2. Hamile, emzikli kadınlar ve bebekleri
Et veya süt ürünlerini nadiren tüketen hamile veya emziren kadınlar, hem annelerin hem de bebeklerinin sağlığı üzerinde olumsuz etkileri olabilen riboflavin eksikliği riski altındadır. Örneğin hamilelik sırasında riboflavin eksikliği preeklampsi riskini artırabilir.
Hamilelik sırasında riboflavin eksikliği veya düşük diyet alımı (günde 1,2 mg'dan az) olan annelerin bebeklerinde eksiklik ve bazı doğum kusurları (kalbin çıkış yolu kusurları gibi) oluşabilir.
3. Vegan olan ve/veya az süt tüketen kişiler
Et ve süt ürünleri tüketen kişilerde, bu gıdalar diyette önemli bir oranda riboflavin sağlar. Bu nedenle, gelişmekte olan ülkelerde yaşayan ve sınırlı et ve süt ürünleri alımına sahip kişilerde riboflavin eksikliği riski artar.Gelişmiş ülkelerde veganlar ve az süt tüketenler de riboflavin yetersizliği riski altındadır.
4. Riboflavin taşıyıcı eksikliği olan kişiler
Riboflavin taşıyıcı eksikliği nadir görülen bir nörolojik bozukluktur. Bebeklik ve genç erişkinlik arasında başlayabilir ve işitme kaybı, bulbar felç (bir motor-nöron hastalığı), solunum güçlükleri ve diğer semptomlarla ilişkilidir. Sonuç olarak, bu hastalar riboflavini uygun şekilde ememez ve taşıyamazlar, bu nedenle riboflavin eksikliği geliştirirler. Riboflavin taşıyıcı eksikliği için bir tedavi olmamasına rağmen, yüksek doz riboflavin takviyesi, özellikle semptom başlangıcından hemen sonra başlandığında, bu popülasyonda hayat kurtarıcı bir tedavi olabilir.

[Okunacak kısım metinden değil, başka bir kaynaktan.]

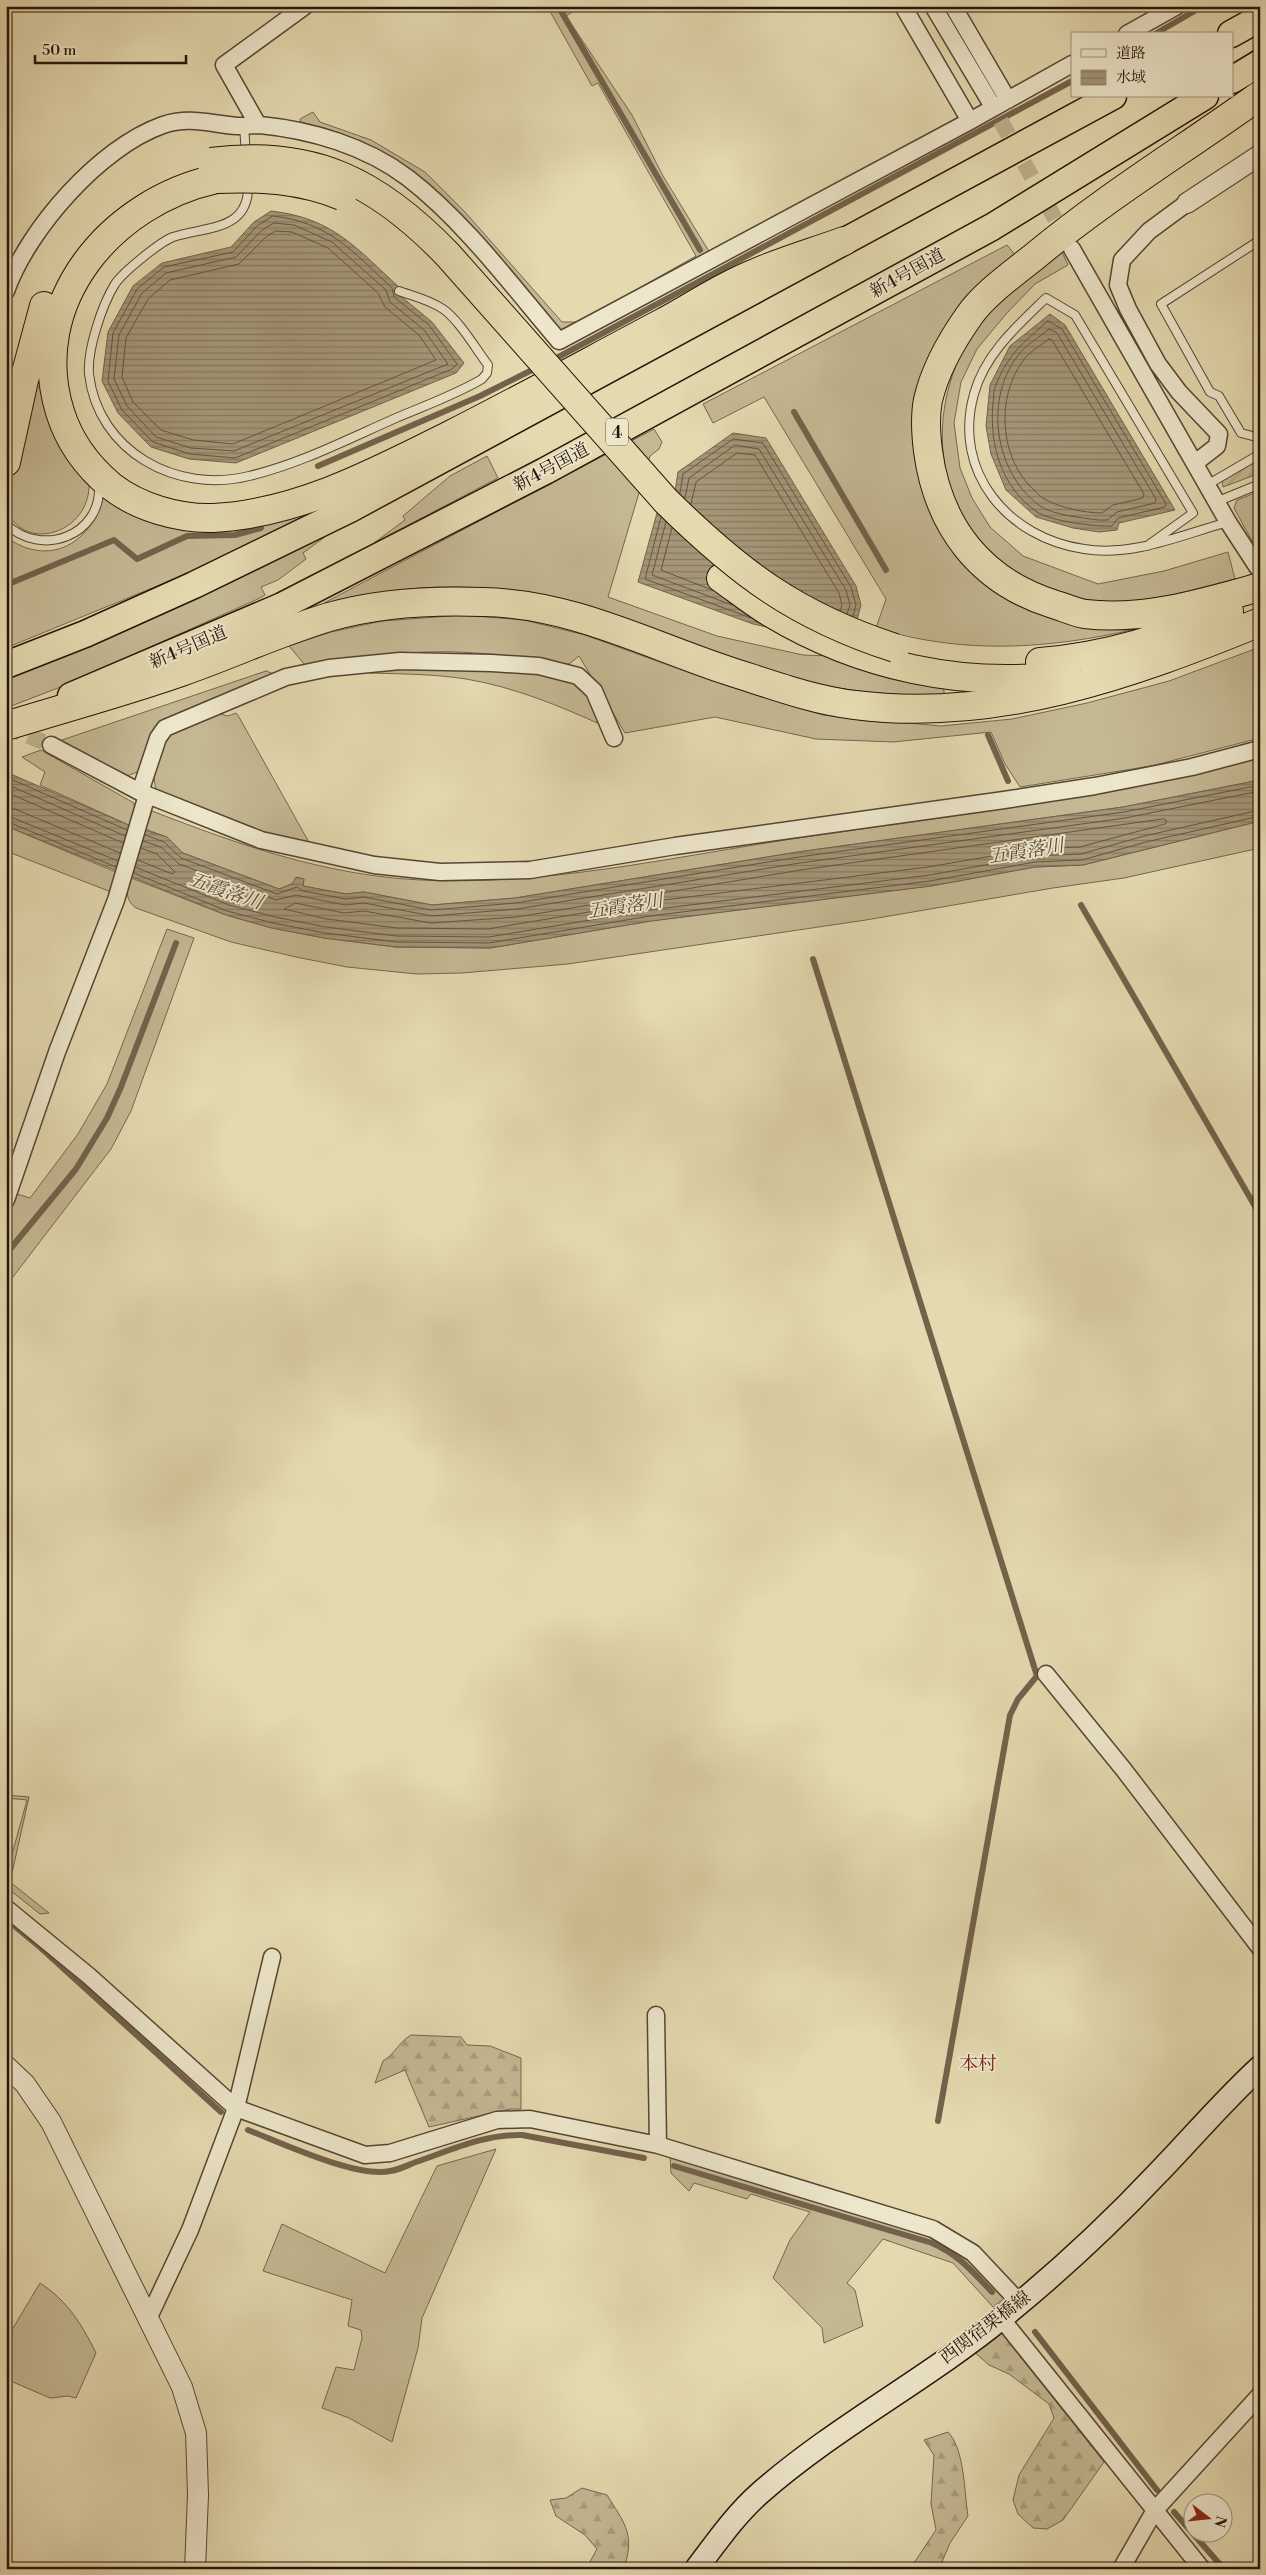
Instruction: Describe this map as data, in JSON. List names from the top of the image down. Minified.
{"streets":{"highway":["新4号国道","4"],"main road":["西関宿栗橋線"]},"districts":["本村"],"water":["五霞落川"],"legend":["道路","水域"],"scale_bar":"50 m","north":"right"}
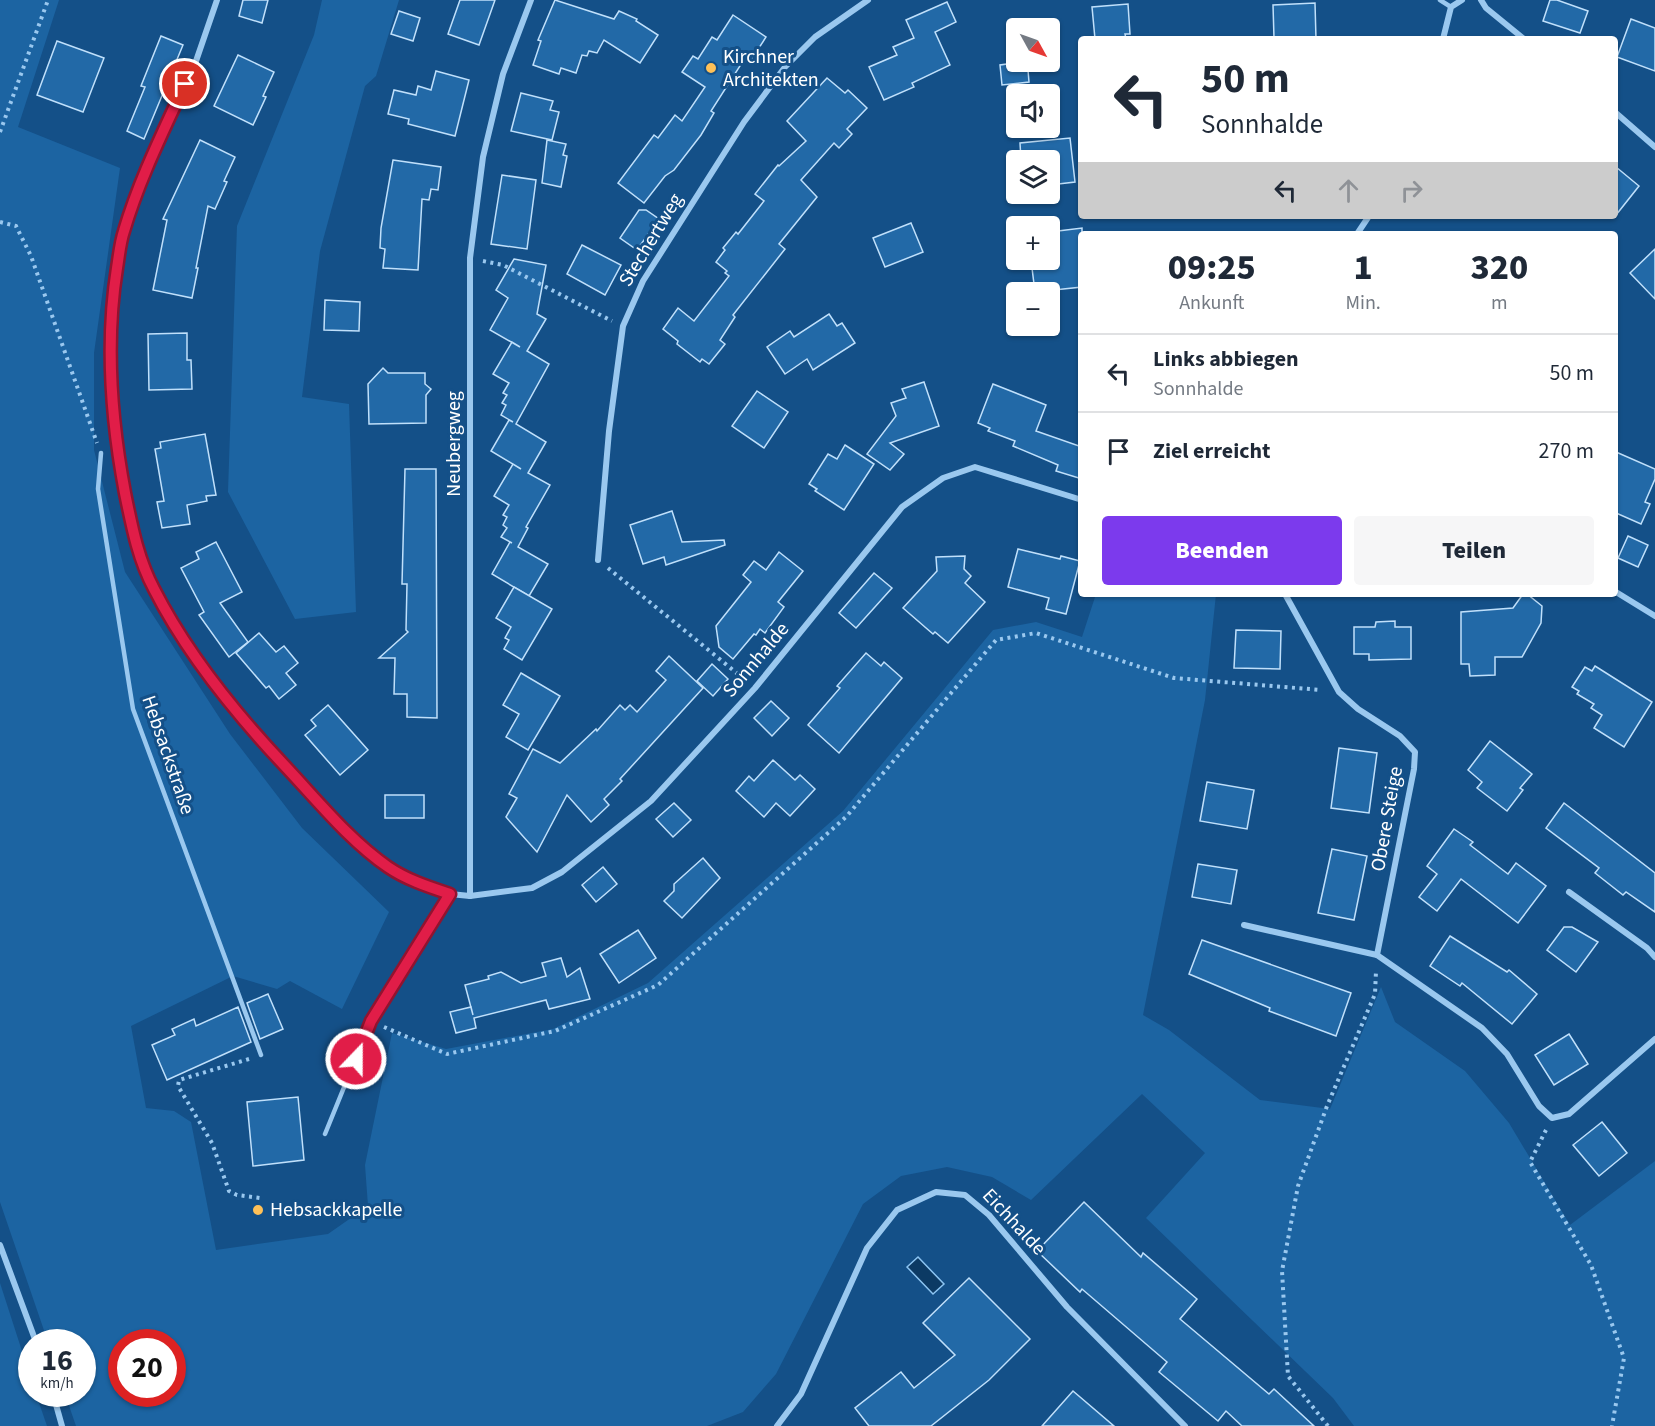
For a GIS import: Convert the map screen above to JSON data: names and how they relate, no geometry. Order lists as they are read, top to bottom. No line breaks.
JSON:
{"streets":{"street":["Stechertweg","Neubergweg","Sonnhalde","Obere Steige","Eichhalde"],"lane":["Hebsackstraße"]},"crossings":[["Neubergweg","Sonnhalde"]],"places":["Kirchner Architekten","Hebsackkapelle"],"north":"bottom right","page":{"map_buttons":["+","−"],"turn":["50 m","Sonnhalde"],"eta":["09:25","Ankunft","1","Min.","320","m"],"list":[{"name":"Links abbiegen","note":"Sonnhalde","value":"50 m"},{"name":"Ziel erreicht","value":"270 m"}],"buttons":["Beenden","Teilen"],"speed":"16 km/h","limit":"20"}}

Aşırı Riboflavinden Kaynaklanan Sağlık Riskleri
Besinlerden alınan riboflavin, önerilen miktarlardan fazla alındığında, gözlemlenebilir toksisiteye sahip değildir, bunun nedeni muhtemelen riboflavinin çözünürlüğünün ve gastrointestinal kanalda emilme kapasitesinin sınırlı olmasıdır.
İlaçlarla Etkileşimler
Riboflavin'in ilaçlarla klinik olarak ilgili herhangi bir etkileşimi olduğu bilinmemektedir.